Indian writer (1932–2022)

Shekhar Joshi (10 September 1932 – 4 October 2022) was an Indian Hindi author, who was also known for his insight into the culture, traditions and lifestyles of people of Uttarakhand. With Shailesh Matiyani, he created a composite image of ethos of Kumaon. His best-known works are Dajyu (Big Brother) and Kosi Ka Ghatwar (The Miller of Kosi). Along with Sumitranandan Pant, he is considered to be the most influential writer of Kumaon.

==Biography==
Shekhar Joshi was born on 10 September 1932 in the village of Oliyagaon, Almora district, Uttarakhand.

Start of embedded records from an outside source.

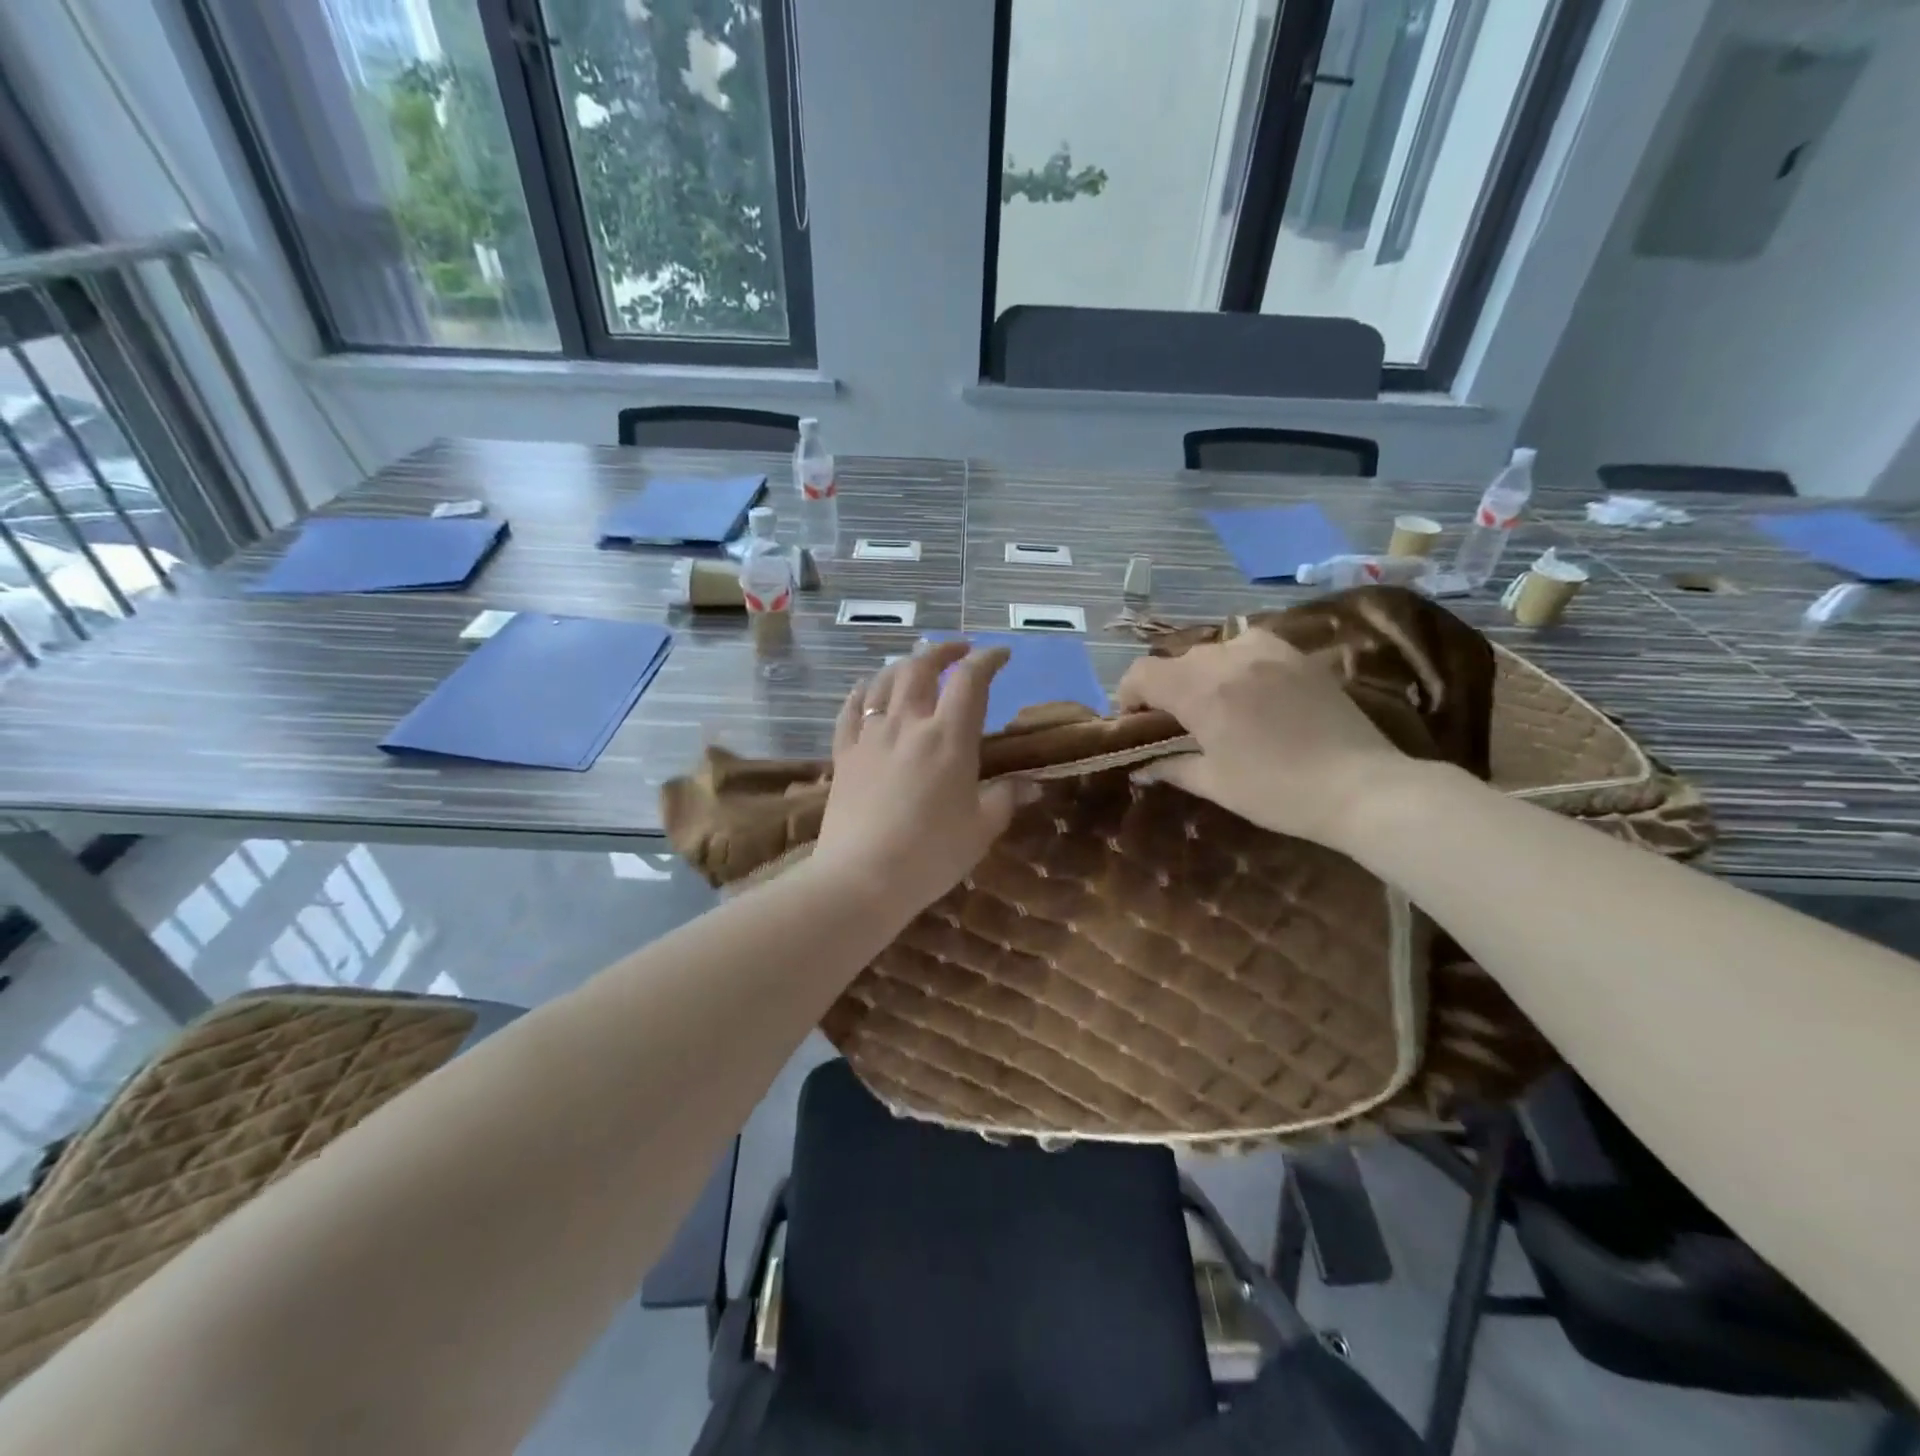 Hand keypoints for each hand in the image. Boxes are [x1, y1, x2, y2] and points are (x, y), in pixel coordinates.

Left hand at [814, 643, 1031, 913]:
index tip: (1001, 655)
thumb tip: (1032, 785)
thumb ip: (1007, 798)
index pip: (971, 680)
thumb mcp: (981, 829)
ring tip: (917, 666)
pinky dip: (863, 691)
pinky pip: (851, 710)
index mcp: (949, 737)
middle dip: (944, 651)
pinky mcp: (844, 754)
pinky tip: (868, 689)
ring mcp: (871, 736)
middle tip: (960, 651)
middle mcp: (908, 723)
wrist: (862, 877)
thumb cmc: (931, 854)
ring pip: (884, 681)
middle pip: (922, 667)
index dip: (988, 659)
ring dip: (904, 665)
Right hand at [1116, 629, 1410, 849]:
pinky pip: (1250, 645)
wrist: (1360, 786)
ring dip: (1201, 672)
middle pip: (1176, 660)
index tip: (1135, 720)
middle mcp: (1228, 659)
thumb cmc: (1277, 791)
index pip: (1143, 673)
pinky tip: (1249, 689)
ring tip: (1214, 702)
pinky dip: (1236, 662)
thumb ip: (1172, 768)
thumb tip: (1142, 768)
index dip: (1129, 694)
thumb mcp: (1215, 784)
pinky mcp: (1296, 655)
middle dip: (1165, 687)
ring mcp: (1267, 651)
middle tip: (1174, 720)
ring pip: (1213, 649)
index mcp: (1201, 690) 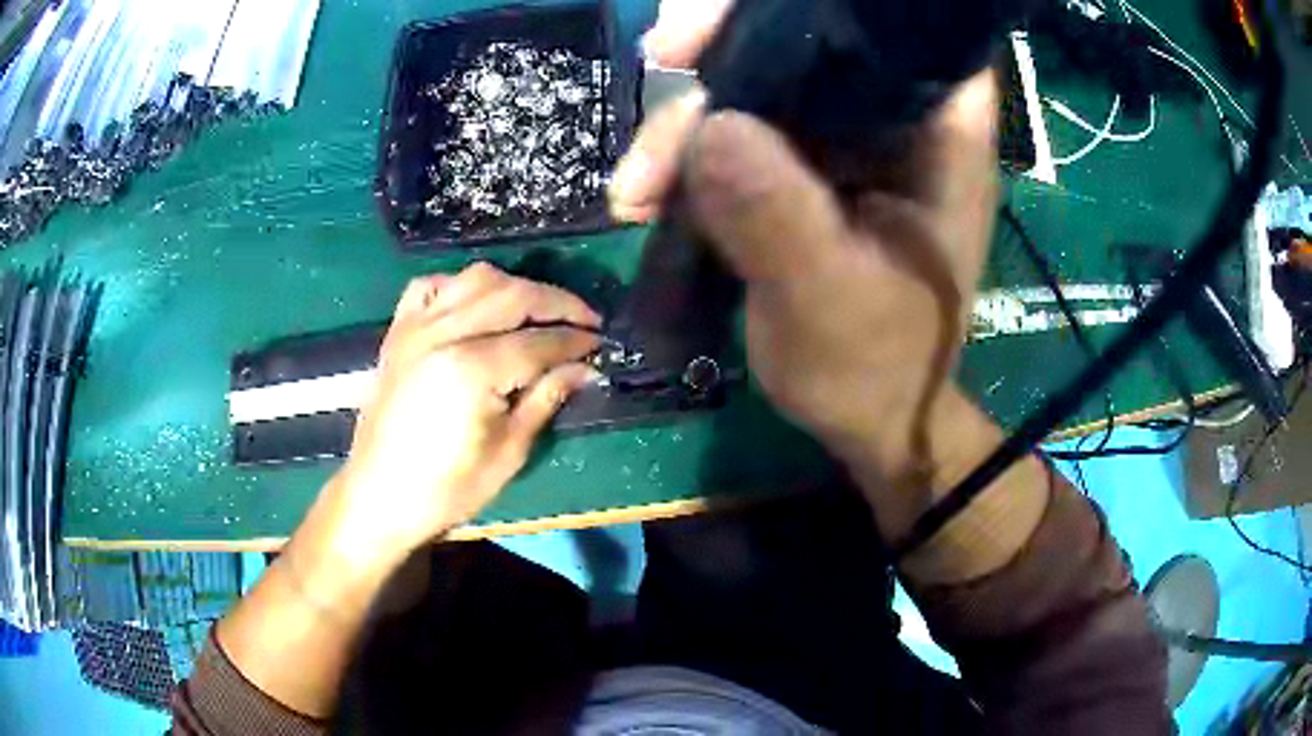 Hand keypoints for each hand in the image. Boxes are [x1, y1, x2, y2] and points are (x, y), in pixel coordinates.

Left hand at [333, 262, 600, 555]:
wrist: (379, 496)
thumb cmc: (446, 488)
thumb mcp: (507, 453)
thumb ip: (545, 399)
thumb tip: (585, 369)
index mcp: (471, 369)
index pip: (538, 341)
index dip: (575, 340)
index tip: (602, 344)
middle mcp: (443, 333)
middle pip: (512, 296)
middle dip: (557, 302)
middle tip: (586, 319)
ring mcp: (416, 327)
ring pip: (475, 279)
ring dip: (515, 287)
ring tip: (538, 309)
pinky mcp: (398, 331)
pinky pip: (431, 286)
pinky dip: (459, 286)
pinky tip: (475, 304)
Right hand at [611, 2, 1000, 541]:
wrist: (873, 420)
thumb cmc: (876, 371)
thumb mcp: (829, 304)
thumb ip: (780, 218)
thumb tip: (709, 128)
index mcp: (940, 132)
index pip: (901, 27)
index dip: (824, 4)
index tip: (737, 20)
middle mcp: (898, 117)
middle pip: (814, 35)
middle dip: (731, 44)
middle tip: (663, 60)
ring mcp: (847, 138)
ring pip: (763, 80)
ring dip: (690, 117)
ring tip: (636, 188)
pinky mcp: (806, 165)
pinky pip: (740, 127)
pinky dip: (688, 153)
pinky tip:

His family were farmers and he received his early education at Dehradun and Ajmer. While studying in intermediate school, he was selected for entry to the Defence Institute of IMA. He worked there from 1955 to 1986, when he resigned to take up full-time writing.

Joshi's acclaimed story, Dajyu has been made into a children’s film by the Children's Film Society of India. Kosi Ka Ghatwar and many other stories have been translated into English, Russian, Czech, Polish and Japanese.

==Bibliography==
- 10 Pratinidhi Kahaniyan (Hindi), ISBN 978-81-267-0314-2.
- Naurangi Bimar Hai Rajkamal Publications.
- The Miller of Kosi Modern Hindi Short Stories; translated by Jai Ratan. New Delhi, Srishti, 2003, Chapter 5. ISBN 81-88575-18-6.
- Bachche Ka Sapna 2004 (Hindi). ISBN 81-86209-44-1.
- Dangri Vale 1998.
- Mera Pahar
- "Big Brother" (Dajyu), Andersen 1994.